Tiene Lisandro Aristimuño nombre de artista y primer apellido de árbitro de fútbol. Faltaría comprobar el segundo para imaginarle dirigiendo un partido en la Bombonera. Es, claro, argentino, como más de la mitad de los incondicionales que asistieron en el Cafe Berlín a su concierto en la lluviosa noche de este pasado martes. Fue el tercero de los recitales que Aristimuño ha protagonizado en la última semana en Madrid. Uno cada dos días. Siempre en día impar. Magia cabalística como truco para derrochar talento y belleza.
El del martes fue el mejor de esos tres conciertos. Básicamente porque es el único que vi. Lo podría llegar a asegurar porque difícilmente me puedo imaginar una cosa mejor. Acompañado al bajo por el habitual de la escena madrileña Jacob Reguilón y a la batería por el también argentino Martín Bruhn, Lisandro Aristimuño (Viedma, Río Negro, Argentina, 1978) protagonizó una exhibición llena de mayúsculas.
Me lo presentó, músicalmente hablando, hace años Xoel López y demostró que es un auténtico virguero de la guitarra y de la voz. Capaz de, dominando de largo las tres cuerdas más altas del instrumento, proponer ritmo de pop, de rock, de música electrónica, de folk y hasta de cumbia. Con una sola guitarra.
Fue tan fantástico el concierto del artista patagónico que, pese a solo conocer de su ya extensa discografía la extraordinaria “Canción de amor”, disfruté como un crío de la totalidad de un concierto más brillante aún que cálido y emotivo. Aquel himno romántico llegó en penúltimo lugar, con Aristimuño ya en solitario, pero durante la hora y media anterior hubo lugar, espacio y tiempo para algunas de sus piezas más recordadas, coreadas en su mayoría por enfervorecidos compatriotas que eligieron la mejor música como perfecta manera de olvidar corralitos lejanos.
Aseguró el autor de “Azúcar del Estero” ser digno de ganar un Grammy al disco más triste de la historia; cantó una canción, “Blue”, en la que reflejaba su propio parto, y prosiguió con “Tres estaciones”, dedicada a su hija. “Quien tenga hijos, que llore escuchándola, como hago yo”, indicó el artista. Por motivos obvios, no lo hice, aunque reconozco que con ganas me quedé. Por cierto, la niña se llama Azul.

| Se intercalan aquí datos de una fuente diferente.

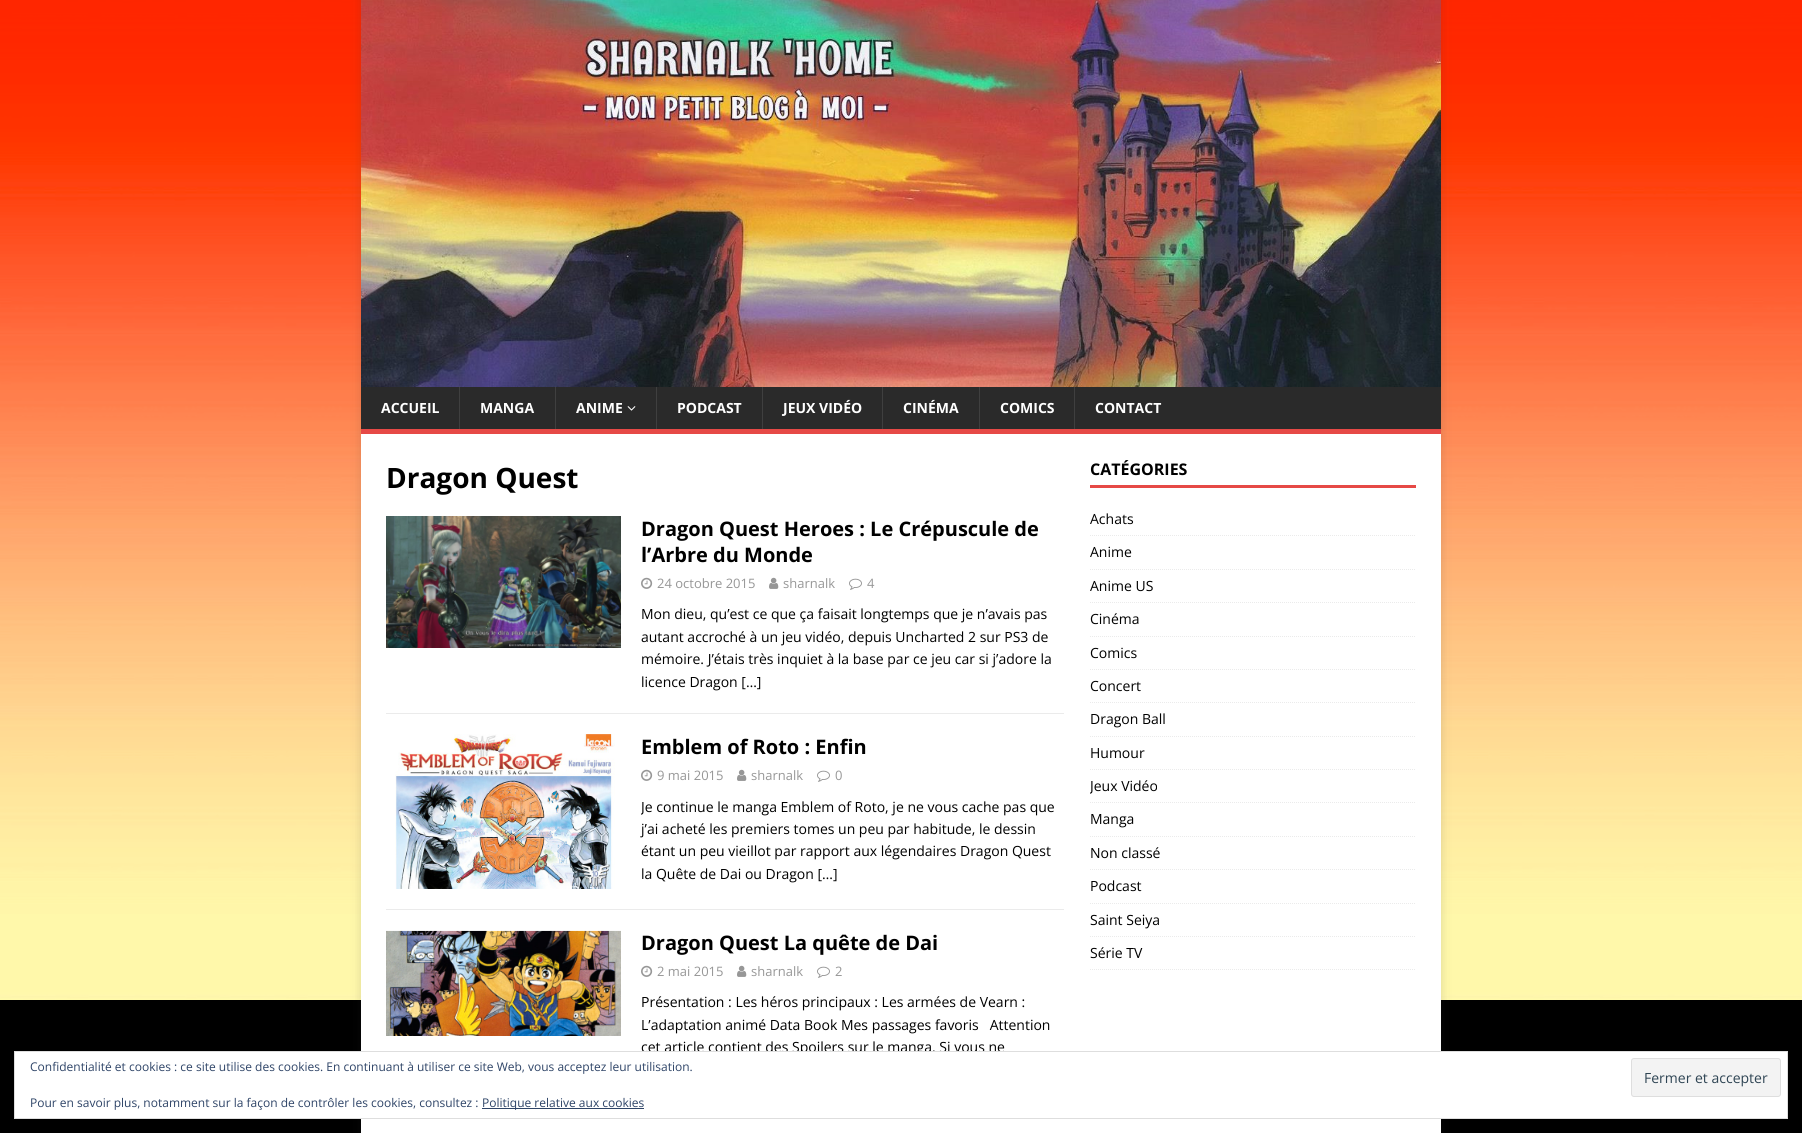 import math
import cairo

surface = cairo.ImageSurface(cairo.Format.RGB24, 1802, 1133)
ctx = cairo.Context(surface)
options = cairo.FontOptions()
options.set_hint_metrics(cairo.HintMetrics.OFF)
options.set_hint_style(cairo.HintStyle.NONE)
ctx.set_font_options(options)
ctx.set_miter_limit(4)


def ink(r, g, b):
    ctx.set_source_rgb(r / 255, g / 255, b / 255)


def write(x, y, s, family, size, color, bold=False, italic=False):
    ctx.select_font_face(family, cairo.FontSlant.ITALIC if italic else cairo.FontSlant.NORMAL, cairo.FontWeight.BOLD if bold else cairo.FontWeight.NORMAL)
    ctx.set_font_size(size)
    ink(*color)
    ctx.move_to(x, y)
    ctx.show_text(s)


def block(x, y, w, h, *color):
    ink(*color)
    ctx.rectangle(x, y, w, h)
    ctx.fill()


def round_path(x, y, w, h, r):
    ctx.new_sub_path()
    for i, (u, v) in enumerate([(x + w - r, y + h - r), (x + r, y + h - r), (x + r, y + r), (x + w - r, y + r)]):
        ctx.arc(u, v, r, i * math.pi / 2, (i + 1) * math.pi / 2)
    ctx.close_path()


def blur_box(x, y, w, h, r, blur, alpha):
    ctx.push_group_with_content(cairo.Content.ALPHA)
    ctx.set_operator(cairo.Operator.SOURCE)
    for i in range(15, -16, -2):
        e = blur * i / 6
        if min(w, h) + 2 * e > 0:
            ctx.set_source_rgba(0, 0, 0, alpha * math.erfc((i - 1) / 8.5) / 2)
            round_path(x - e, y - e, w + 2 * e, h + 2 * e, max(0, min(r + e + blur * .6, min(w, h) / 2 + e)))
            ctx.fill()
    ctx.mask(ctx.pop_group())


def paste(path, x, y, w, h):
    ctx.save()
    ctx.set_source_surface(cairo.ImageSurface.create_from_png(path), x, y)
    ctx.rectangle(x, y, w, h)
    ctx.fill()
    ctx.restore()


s1 = dict(family="Open Sans", size=14, color=(255, 255, 255), bold=True)
s2 = dict(family="Open Sans", size=28, color=(0, 0, 0), bold=True)
s3 = dict(family="Open Sans", size=20, color=(0, 0, 0), bold=True)
s4 = dict(family="Open Sans", size=13, color=(151, 151, 151))
s5 = dict(family="Open Sans", size=14, color=(0, 0, 0))
s6 = dict(family="Open Sans", size=16, color=(0, 0, 0), bold=True)
s7 = dict(family="Open Sans", size=12, color=(46, 68, 103))
s8 = dict(family="Open Sans", size=14, color=(46, 68, 83))

ink(0, 0, 0)
ctx.paint()
paste("pic1.png", 0, 0, 1802, 1000)
ink(50, 50, 50)
blur_box(361, -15, 1080, 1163, 0, 5, 0.17)
paste("pic2.png", 361, 0, 1080, 387)
block(361, 387, 1080, 42, 42, 42, 42)
block(361, 429, 1080, 5, 230, 73, 70)
write(381, 413, "ACCUEIL", **s1)
block(459, 387, 1, 42, 63, 63, 63)
write(480, 413, "MANGA", **s1)
block(555, 387, 1, 42, 63, 63, 63)
write(576, 413, "ANIME", **s1)
paste("pic3.png", 627, 406, 9, 5)
block(656, 387, 1, 42, 63, 63, 63)
write(677, 413, "PODCAST", **s1)
block(762, 387, 1, 42, 63, 63, 63)
write(783, 413, "JEUX VIDÉO", **s1)
block(882, 387, 1, 42, 63, 63, 63)
write(903, 413, "CINÉMA", **s1)
block(979, 387, 1, 42, 63, 63, 63)
write(1000, 413, "COMICS", **s1)
block(1074, 387, 1, 42, 63, 63, 63)
write(1095, 413, "CONTACT", **s1)
block(361, 434, 1080, 699, 255, 255, 255)
write(386, 488, "Dragon Quest", **s2)
block(386, 713, 678, 1, 235, 235, 235)
paste("pic4.png", 386, 516, 235, 132)
write(641, 536, "Dragon Quest Heroes : Le Crépuscule de", **s3)
write(641, 562, "l’Arbre du Monde", **s3)
paste("pic5.png", 641, 577, 12, 12)
write(657, 588, "24 octobre 2015", **s4)
paste("pic6.png", 769, 577, 10, 12)
write(783, 588, "sharnalk", **s4)
paste("pic7.png", 849, 578, 13, 12)
write(867, 588, "4", **s4)
write(641, 619, "Mon dieu, qu’est ce que ça faisait longtemps que je n’avais pas", **s5)
write(641, 642, "autant accroché à un jeu vidéo, depuis Uncharted 2 sur PS3 de", **s5)
write(641, 664, "mémoire. J’étais très inquiet à la base par ce jeu car si j’adore la", **s5)
write(641, 687, "licence Dragon […]", **s5)
block(386, 909, 678, 1, 235, 235, 235)
paste("pic8.png", 395, 734, 220, 155)
write(641, 754, "Emblem of Roto : Enfin", **s3)
paste("pic5.png", 641, 769, 12, 12)
write(657, 780, "9 mai 2015", **s4)
paste("pic6.png", 737, 769, 10, 12)
write(751, 780, "sharnalk", **s4)
paste("pic7.png", 817, 770, 13, 12)
write(835, 780, "0", **s4)
ctx.save()
ctx.rectangle(641, 796, 423, 89)
ctx.clip()
write(641, 812, "Je continue le manga Emblem of Roto, je ne vous cache pas que", **s5)
ctx.restore()
write(641, 834, "j’ai acheté les premiers tomes un peu par habitude, le dessin", **s5)
write(641, 856, "étant un peu vieillot par rapport aux légendaires Dragon Quest", **s5)
write(641, 879, "la Quête de Dai ou Dragon […]", **s5)
paste("pic9.png", 386, 930, 235, 106)
write(641, 950, "Dragon Quest La quête de Dai", **s3)
paste("pic5.png", 641, 965, 12, 12)
write(657, 976, "2 mai 2015", **s4)
paste("pic6.png", 737, 965, 10, 12)
write(751, 976, "sharnalk", **s4)
paste("pic7.png", 817, 966, 13, 12)
write(835, 976, "2", **s4)
write(641, 1007, "Présentation : Les héros principaux : Les armées de Vearn :", **s5)
write(641, 1030, "L’adaptation animé Data Book Mes passages favoris   Attention", **s5)
write(641, 1052, "cet article contient des Spoilers sur le manga. Si vous ne", **s5)
block(1090, 485, 326, 3, 230, 73, 70)
write(1090, 475, "CATÉGORIES", **s6)
ctx.new_path()
ctx.move_to(1090, 535.5)
ctx.line_to(1416, 535.5)
ink(235, 235, 235)
ctx.set_line_width(1)
ctx.set_dash([1, 1])
ctx.stroke()
write(1090, 524, "Achats", **s5)
ctx.new_path()
ctx.move_to(1090, 569.5)
ctx.line_to(1416, 569.5)
ink(235, 235, 235)
ctx.stroke()
write(1090, 557, "Anime", **s5)
ctx.new_path()
ctx.move_to(1090, 602.5)
ctx.line_to(1416, 602.5)
ink(235, 235, 235)
ctx.stroke()
write(1090, 591, "Anime US", **s5)
ctx.new_path()
ctx.move_to(1090, 636.5)
ctx.line_to(1416, 636.5)
ink(235, 235, 235)
ctx.stroke()
write(1090, 624, "Cinéma", **s5)
ctx.new_path()
ctx.move_to(1090, 669.5)
ctx.line_to(1416, 669.5)
ink(235, 235, 235)
ctx.stroke()
write(1090, 658, "Comics", **s5)
ctx.new_path()
ctx.move_to(1090, 702.5)
ctx.line_to(1416, 702.5)
ink(235, 235, 235)
ctx.stroke()
write(1090, 691, "Concert", **s5)
ctx.new_path()
ctx.move_to(1090, 736.5)
ctx.line_to(1416, 736.5)
ink(235, 235, 235)
ctx.stroke()
write(1090, 724, "Dragon Ball", **s5)
ctx.new_path()
ctx.move_to(1090, 769.5)
ctx.line_to(1416, 769.5)
ink(235, 235, 235)
ctx.stroke()
write(1090, 758, "Humour", **s5)
ctx.new_path()
ctx.move_to(1090, 802.5)
ctx.line_to(1416, 802.5)
ink(235, 235, 235)
ctx.stroke()
ctx.save()
ctx.rectangle(1090, 459, 326, 511)
ctx.clip()
write(1090, 791, "Jeux Vidéo", **s5)
ctx.restore()
ctx.new_path()
ctx.move_to(1090, 836.5)
ctx.line_to(1416, 836.5)
ctx.stroke()
write(1090, 824, "Manga", **s5)
ctx.new_path()
ctx.move_to(1090, 869.5)
ctx.line_to(1416, 869.5)
ink(235, 235, 235)
ctx.stroke()
write(1090, 858, "Non classé", **s5)
ctx.new_path()
ctx.move_to(1090, 903.5)
ctx.line_to(1416, 903.5)
ink(235, 235, 235)
ctx.stroke()
write(1090, 891, "Podcast", **s5)
ctx.new_path()
ctx.move_to(1090, 936.5)
ctx.line_to(1416, 936.5)
ink(235, 235, 235)
ctx.stroke()
write(1090, 925, "Saint Seiya", **s5)
ctx.new_path()
ctx.move_to(1090, 969.5)
ctx.line_to(1416, 969.5)
ink(235, 235, 235)
ctx.stroke()
write(1090, 958, "Série TV", **s5)
ink(255, 255, 255)
ctx.rectangle(14.5, 1051.5, 1773, 67)
ctx.fill_preserve()
ink(222, 222, 222)
ctx.set_dash([])
ctx.stroke()
write(30, 1071, "Confidentialité et cookies : ce site utilise des cookies. En continuant à utiliser ce site Web, vous acceptez leur utilisation.", **s7)
ink(243, 243, 243)
round_path(1631.5, 1058.5, 149, 38, 2.5)
ctx.fill_preserve()
ink(222, 222, 222)
ctx.stroke()
write(1644, 1083, "Fermer et accepter", **s8)
write(30, 1107, "Pour en savoir plus, notamment sur la façon de contrôler les cookies, consultez :", **s7)
block(482, 1108, 162, 1, 46, 68, 103)
write(482, 1107, "Politique relative aux cookies", **s7)
surface.write_to_png("screenshot.png")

Sonaron también, casi todas preciosas, “Me hice cargo de tu luz”, “Una flor”, “Lobofobia”, “How long” o “El plástico de tu perfume”. Salí del concierto encantado, una vez más, de comprobar el milagro de la música en directo, la sorpresa ante lo casi desconocido, el placer frente al arte de cerca. Tanto que, en cierta manera, me arrepentí de haber comprado la entrada por Oferplan con el descuento correspondiente. Algo me ahorré. Aristimuño nada. Allí lo dejó todo.